Iraq has appealed for U.S. air strikes in the face of the offensive and has purchased more than a dozen Russian warplanes to bolster its fledgling air force as it takes the fight to militants holding a string of towns and cities.

But Washington, which further bolstered security at its embassy Monday, has so far not acceded, and has said that planned deliveries of F-16 fighter jets could even be delayed.

Iraq's Shiite premier has been criticized by his domestic opponents as being sectarian and for consolidating power, leading to resentment among the minority Sunni population and spawning the militant advance.

The offensive, which Iraq's security forces have struggled to hold back, has undermined Maliki's case for re-election after April's election initially left him in the driver's seat, analysts say.

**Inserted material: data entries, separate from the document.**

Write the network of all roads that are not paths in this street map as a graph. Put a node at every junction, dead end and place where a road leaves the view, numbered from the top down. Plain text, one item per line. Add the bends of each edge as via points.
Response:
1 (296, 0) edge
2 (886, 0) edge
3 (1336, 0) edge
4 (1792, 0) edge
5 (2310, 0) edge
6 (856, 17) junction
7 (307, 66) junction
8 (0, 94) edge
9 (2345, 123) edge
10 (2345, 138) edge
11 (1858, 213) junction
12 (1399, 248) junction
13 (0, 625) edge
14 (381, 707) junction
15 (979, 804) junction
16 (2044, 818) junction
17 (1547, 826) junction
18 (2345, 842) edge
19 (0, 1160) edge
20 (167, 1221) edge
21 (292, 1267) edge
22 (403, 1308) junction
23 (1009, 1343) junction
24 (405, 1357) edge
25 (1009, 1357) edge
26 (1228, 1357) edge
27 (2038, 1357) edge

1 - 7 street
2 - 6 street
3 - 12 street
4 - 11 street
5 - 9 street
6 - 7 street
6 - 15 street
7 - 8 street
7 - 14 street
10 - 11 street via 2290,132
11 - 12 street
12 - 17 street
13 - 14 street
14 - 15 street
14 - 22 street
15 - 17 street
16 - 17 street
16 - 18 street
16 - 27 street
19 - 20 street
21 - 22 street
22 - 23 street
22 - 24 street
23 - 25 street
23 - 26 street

"This has become a much more competitive race for the premiership position," said Ayham Kamel, Middle East and North Africa director for the Eurasia Group consultancy.

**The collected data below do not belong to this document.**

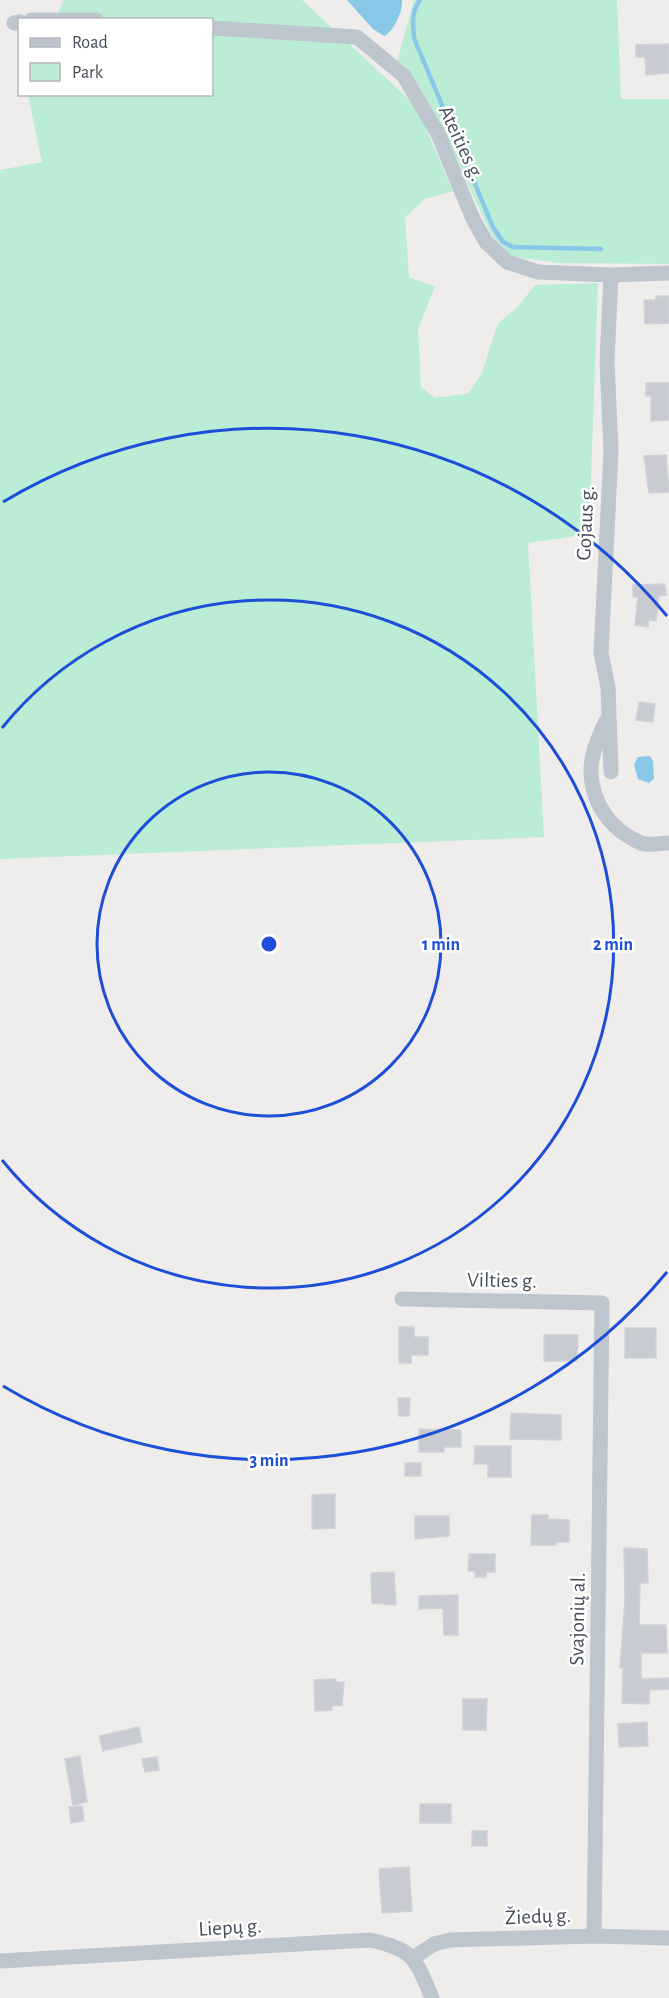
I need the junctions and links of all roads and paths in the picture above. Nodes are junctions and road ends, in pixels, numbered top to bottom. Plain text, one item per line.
1 (213, 28) edge
2 (669, 273) edge
3 (611, 275) junction
4 (608, 715) junction
5 (611, 772) dead end
6 (669, 843) edge
7 (402, 1299) dead end
8 (602, 1303) joint
9 (594, 1936) junction
10 (669, 1938) edge
11 (413, 1958) junction
12 (0, 1960) edge
13 (432, 1998) edge

1 - 3 street, Ateities g.
2 - 3 street, Ateities g.
3 - 4 street, Gojaus g.
4 - 5 street, Gojaus g.
4 - 6 street
7 - 8 street, Vilties g.
8 - 9 street, Svajonių al.
9 - 10 street, Žiedų g.
9 - 11 street, Žiedų g.
11 - 12 street, Liepų g.
11 - 13 street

He echoed the expectation of several lawmakers who have told AFP that, despite pressure from Western countries and powerful religious leaders to urgently form a government, a new cabinet was unlikely to be in place for several weeks.

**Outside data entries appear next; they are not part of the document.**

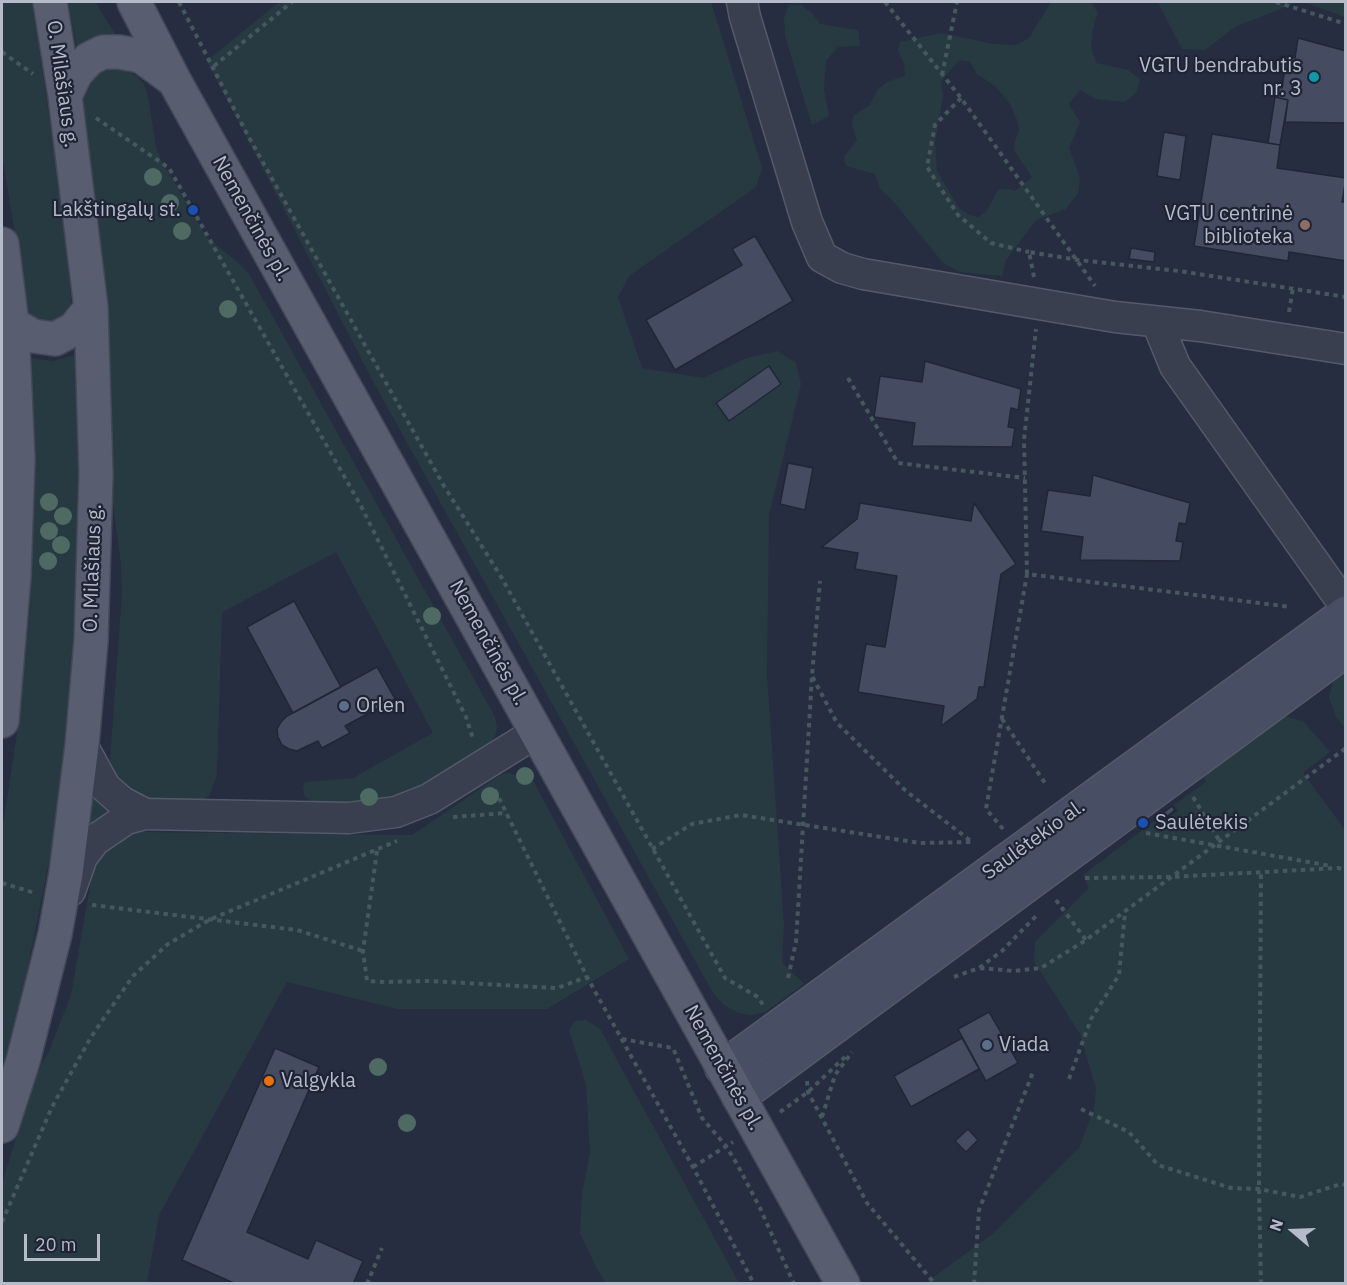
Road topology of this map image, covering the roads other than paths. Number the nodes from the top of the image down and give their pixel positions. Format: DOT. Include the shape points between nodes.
graph roads {
  1 [pos="50,2"];
  2 [pos="742,2"];
  3 [pos="133,4"];
  4 [pos="174,80"];
  5 [pos="65,96"];
  6 [pos="2,244"];
  7 [pos="91,308"];
  8 [pos="1157,322"];
  9 [pos="12,324"];
  10 [pos="1346,349"];
  11 [pos="1346,607"];
  12 [pos="1346,613"];
  13 [pos="1346,650"];
  14 [pos="2,721"];
  15 [pos="537,732"];
  16 [pos="82,745"];
  17 [pos="145,814"];
  18 [pos="64,901"];
  19 [pos="722,1068"];
  20 [pos="739,1097"];
  21 [pos="2,1126"];
  22 [pos="843,1284"];
  1 -- 5 [label="main road, O. Milašiaus g."];
  2 -- 8 [label="street" via="807,222 822,257 863,274"];
  3 -- 4 [label="main road, Nemenčinės pl."];
  4 -- 5 [label="main road" via="141,56 103,52 76,72"];
  4 -- 15 [label="main road, Nemenčinės pl."];
  5 -- 7 [label="main road, O. Milašiaus g."];
  6 -- 9 [label="main road"];
  7 -- 9 [label="main road" via="74,329 55,339 33,336"];
  7 -- 16 [label="main road, O. Milašiaus g." via="96,475 91,641"];
  8 -- 10 [label="street"];
  8 -- 11 [label="street" via="1175,366"];
  9 -- 14 [label="main road" via="18,460 14,577"];
  12 -- 19 [label="main road, Saulėtekio al."];
  13 -- 20 [label="main road, Saulėtekio al."];
  15 -- 17 [label="street" via="429,799 396,812 338,818"];
  15 -- 19 [label="main road, Nemenčinės pl."];
  16 -- 17 [label="street" via="105,787"];
  16 -- 18 [label="main road, O. Milašiaus g."];
  17 -- 18 [label="street" via="126,819 95,840 82,857"];
  18 -- 21 [label="main road, O. Milašiaus g."];
  19 -- 20 [label="main road, Nemenčinės pl."];
  20 -- 22 [label="main road, Nemenčinės pl."];
}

"The broad direction here is to be more inclusive, at least when it comes to the Sunni community, and figure out a power-sharing deal," Kamel added.

Though the vast majority of Iraq's Sunni Arab minority do not actively support militants, analysts say that their anger over alleged mistreatment by the Shiite-led authorities means they are less likely to cooperate with the security forces, fostering an environment in which militancy can flourish.

Kamel noted, however, that any military successes on the ground could boost Maliki's chances, with thousands of troops taking part in an ambitious operation aimed at retaking executed dictator Saddam Hussein's hometown of Tikrit, which fell on June 11.

Iraqi forces initially wilted in the face of the onslaught but have since performed more capably, with security officials touting apparent progress in recapturing the city.

A security source based near the city said that reinforcements arrived with tanks and artillery Monday, with an army officer saying that the Iraqi military controlled parts of the outskirts of the city.

They have nevertheless suffered heavy casualties in recent weeks, with nearly 900 security personnel among the 2,400 people who died in June, the highest such figure in years, according to the UN mission in Iraq.

The security forces are battling militants led by the Islamic State of Iraq and Greater Syria (ISIS) jihadist group, which Sunday declared a "caliphate", an Islamic form of government last seen under the Ottoman Empire, and ordered Muslims worldwide to pledge allegiance to their chief, in a bid to extend their authority.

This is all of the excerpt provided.